Cirque Du Soleil, Semazenler, Mehteran Takımı, Anadolu Ateşi Dans Topluluğu (Troya), Sezen Aksu, Müslüm Gürses, Fatih Erkoç, Haris Alexiou, Alessandro Safina.
Efendim?
Kilit mesajı ve marka vaadini tam olarak alamadım. Tekrarlar mısınız lütfen?… ‘Çorba’ mı dediniz?… ‘Kültür çorbası’ mı?… Abartmayın canım…
Öyledir bu işler… Siz böyle bir organizasyonu Türkiye’ye alarak büyük bir iş başarmışsınız; yani Okyanus’u geçmişsiniz… (Tebrikler Başkan Turgay Demirel’e, “Bugüne dek yapılmış en görkemli ve başarılı Dünya Şampiyonası olması için çok çalıştık” demiş; doğrudur), kültürü de kilit mesajı da eksik kalıversin canım…
Ya da bomba gibi bir mesaj var, önümüzdeki günlerde ortaya çıkacak mesela…
Kamu Diplomasisi Kurulu’nun mutlaka bir planı projesi vardır; belki görürüz.
Kim bilir?..
Bize ‘demokrasi temrini’ yaptırıyorlar…
Allah razı olsun Sezen Aksu’dan da, Orhan Pamuk’dan da… Ülke insanımıza çok önemli bir hasletin kazandırılmasına büyük katma değer getiriyorlar.
Hemfikir olmak demek, ‘her konuda’ anlaşmak demek değildir. Hoşgörü demek, kültür ve değerleriyle buluştuğumuz, ritim duygusu ve derinliği bize uyan bu yüzden de ‘sevdiğimiz birinin’ bizimle tamamen ters düşen görüşleriyle karşılaştığımız zaman, duygusal bağımızda en ufak bir zayıflama olmaksızın onunla aynı yolda yürüyebilmek demektir…

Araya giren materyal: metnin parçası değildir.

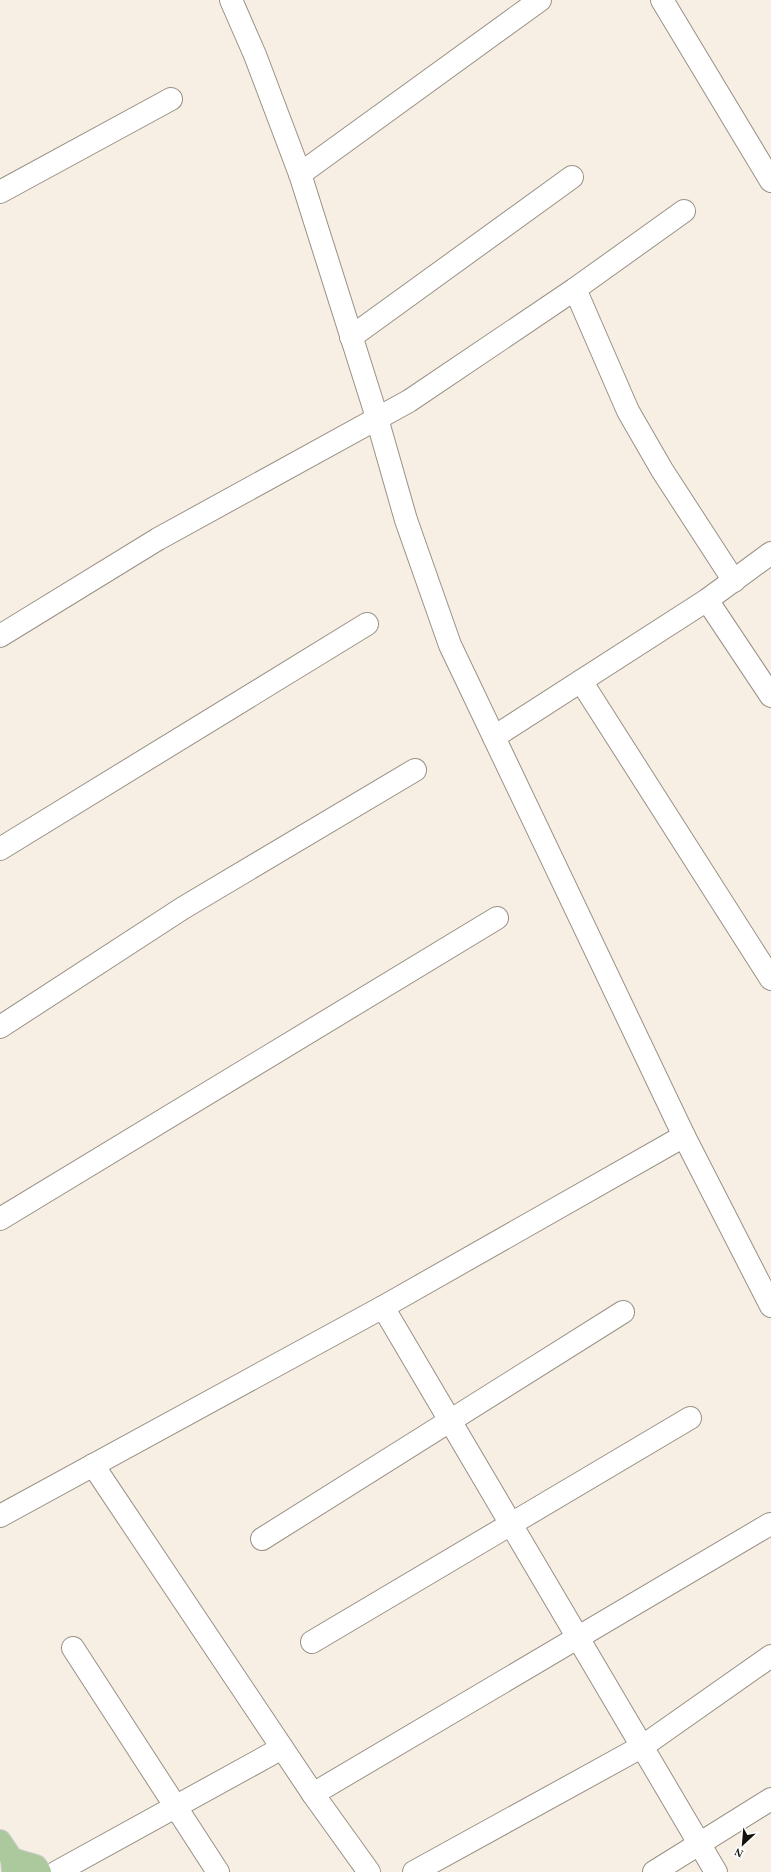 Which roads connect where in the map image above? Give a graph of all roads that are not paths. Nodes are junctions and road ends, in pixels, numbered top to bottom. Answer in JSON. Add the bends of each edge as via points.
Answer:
{"nodes":[{"id":1,"x":231,"y":0,"type":"edge"},
{"id":2,"x":540,"y":0,"type":"edge"},
{"id":3,"x":662,"y":0,"type":"edge"},
{"id":4,"x":171,"y":98,"type":"dead end"},
{"id":5,"x":300,"y":174,"type":"junction"},
{"id":6,"x":572,"y":177,"type":"dead end"},
{"id":7,"x":771,"y":181,"type":"edge"},
{"id":8,"x":0,"y":192,"type":"edge"},
{"id":9,"x":684,"y":211,"type":"dead end"},
{"id":10,"x":575,"y":289,"type":"junction"},
{"id":11,"x":351,"y":337,"type":"junction"},
{"id":12,"x":377,"y":419,"type":"junction"},
{"id":13,"x":771,"y":553,"type":"edge"},
{"id":14,"x":734,"y":581,"type":"junction"},
{"id":15,"x":707,"y":600,"type":"junction"},
{"id":16,"x":367,"y":624,"type":"dead end"},
{"id":17,"x":0,"y":636,"type":"edge"},
{"id":18,"x":581,"y":681,"type":"junction"},
{"id":19,"x":771,"y":696,"type":"edge"},
{"id":20,"x":494,"y":737,"type":"junction"},
{"id":21,"x":416,"y":770,"type":"dead end"},
{"id":22,"x":0,"y":849,"type":"edge"},
{"id":23,"x":497,"y":918,"type":"dead end"},
{"id":24,"x":771,"y":979,"type":"edge"},
{"id":25,"x":0,"y":1027,"type":"edge"},
{"id":26,"x":684,"y":1136,"type":"junction"},
{"id":27,"x":0,"y":1219,"type":"edge"},
{"id":28,"x":769,"y":1299,"type":"edge"},
{"id":29,"x":383,"y":1307,"type":"junction"},
{"id":30,"x":623,"y":1312,"type":"dead end"},
{"id":31,"x":690,"y":1418,"type":"dead end"},
{"id":32,"x":449,"y":1421,"type":"junction"},
{"id":33,"x":92,"y":1465,"type":"junction"},
{"id":34,"x":0,"y":1516,"type":"edge"},
{"id":35,"x":770,"y":1524,"type":"dead end"},
{"id":36,"x":511,"y":1525,"type":"junction"},
{"id":37,"x":262,"y":1539,"type":"dead end"},
{"id":38,"x":578,"y":1637,"type":"junction"},
{"id":39,"x":312,"y":1642,"type":"dead end"},
{"id":40,"x":73,"y":1648,"type":"dead end"},
{"id":41,"x":771,"y":1656,"type":"edge"},
{"id":42,"x":642,"y":1746,"type":"junction"},
{"id":43,"x":282,"y":1748,"type":"junction"},
{"id":44,"x":313,"y":1794,"type":"junction"},
{"id":45,"x":771,"y":1799,"type":"edge"},
{"id":46,"x":176,"y":1808,"type":"junction"},
{"id":47,"x":0,"y":1841,"type":"edge"},
{"id":48,"x":700,"y":1845,"type":"junction"},
{"id":49,"x":12,"y":1865,"type":"edge"},
{"id":50,"x":40,"y":1872,"type":"edge"},
{"id":51,"x":57,"y":1872,"type":"edge"},
{"id":52,"x":218,"y":1872,"type":"edge"},
{"id":53,"x":369,"y":1872,"type":"edge"},
{"id":54,"x":414,"y":1872,"type":"edge"},
{"id":55,"x":654,"y":1872,"type":"edge"},
{"id":56,"x":716,"y":1872,"type":"edge"}],
"edges":[{"from":1,"to":5,"type":"street","via":[[256,55]]},
{"from":2,"to":5,"type":"street"},
{"from":3,"to":7,"type":"street"},
{"from":4,"to":8,"type":"street"},
{"from":5,"to":11,"type":"street"},
{"from":6,"to":11,"type":"street"},
{"from":9,"to":10,"type":"street"},
{"from":10,"to":12,"type":"street","via":[[409,401]]},
{"from":10,"to":14,"type":"street","via":[[628,411],[662,470]]},
{"from":11,"to":12,"type":"street"},
{"from":12,"to":17,"type":"street","via":[[158,539]]},
{"from":12,"to":20,"type":"street","via":[[406,520],[450,645]]},
{"from":13,"to":14,"type":"street"},
{"from":14,"to":15,"type":"street"},
{"from":15,"to":18,"type":"street"},
{"from":15,"to":19,"type":"street"},
{"from":16,"to":22,"type":"street"},
{"from":18,"to":20,"type":"street"},
{"from":18,"to":24,"type":"street"},
{"from":20,"to":26,"type":"street"},
{"from":21,"to":25,"type":"street","via":[[183,908]]},
{"from":23,"to":27,"type":"street"},
{"from":26,"to":28,"type":"street"},
{"from":26,"to":29,"type":"street"},
{"from":29,"to":32,"type":"street"},
{"from":29,"to":33,"type":"street"},
{"from":30,"to":32,"type":"street"},
{"from":31,"to":36,"type":"street"},
{"from":32,"to":36,"type":"street"},
{"from":32,"to":37,"type":"street"},
{"from":33,"to":34,"type":"street"},
{"from":33,"to":43,"type":"street"},
{"from":35,"to":38,"type":"street"},
{"from":36,"to":38,"type":"street"},
{"from":36,"to":39,"type":"street"},
{"from":38,"to":42,"type":"street"},
{"from":38,"to":44,"type":"street"},
{"from":40,"to":46,"type":"street"},
{"from":41,"to":42,"type":"street"},
{"from":42,"to":48,"type":"street"},
{"from":42,"to":54,"type":"street"},
{"from":43,"to":44,"type":"street"},
{"from":43,"to":46,"type":"street"},
{"from":44,"to":53,"type":"street"},
{"from":45,"to":48,"type":"street"},
{"from":46,"to":51,"type":"street"},
{"from":46,"to":52,"type":"street"},
{"from":47,"to":49,"type":"main road"},
{"from":48,"to":55,"type":"street"},
{"from":48,"to":56,"type":"street"},
{"from":49,"to":50,"type":"main road","via":[[36,1866]]}]}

Orhan Pamuk o kadar değil ancak Sezen Aksu bu toplumu tam da dikine kesen, sevmeyeninin pek olmadığı bir star… ‘Toplumu dikine kesiyor’ derken kastımız şu: Kelimenin tam anlamıyla 7 yaşındakileri yakalayan parçaları da var, 70 yaşındakileri de… Kültür ve/veya gelir düzeyi nispeten düşük olanlar da onun parçalarıyla kâh coşuyor, kâh çözülüyor, kültür ve/veya gelir düzeyi toplum ortalamasının çok üzerinde olanlar da… Her ne kadar ‘marifet iltifata tabi’ ise de Sezen Aksu halk nezdinde dünyada çok az kişiye nasip olmuş bir mazhariyet noktasına erişmiştir… İşin bestecilik boyutunu da katarsak, popüler kültür tarihimizde belki de sadece Zeki Müren’in gelebildiği noktadır bu…
Şimdi bu sanatçı çıkıyor ve referandumda atacağı oyun rengini ayan beyan, bazı çevrelerden gelecek reaksiyonu da göze alarak net bir şekilde, en küçük tereddüde mahal vermeden açıklıyor…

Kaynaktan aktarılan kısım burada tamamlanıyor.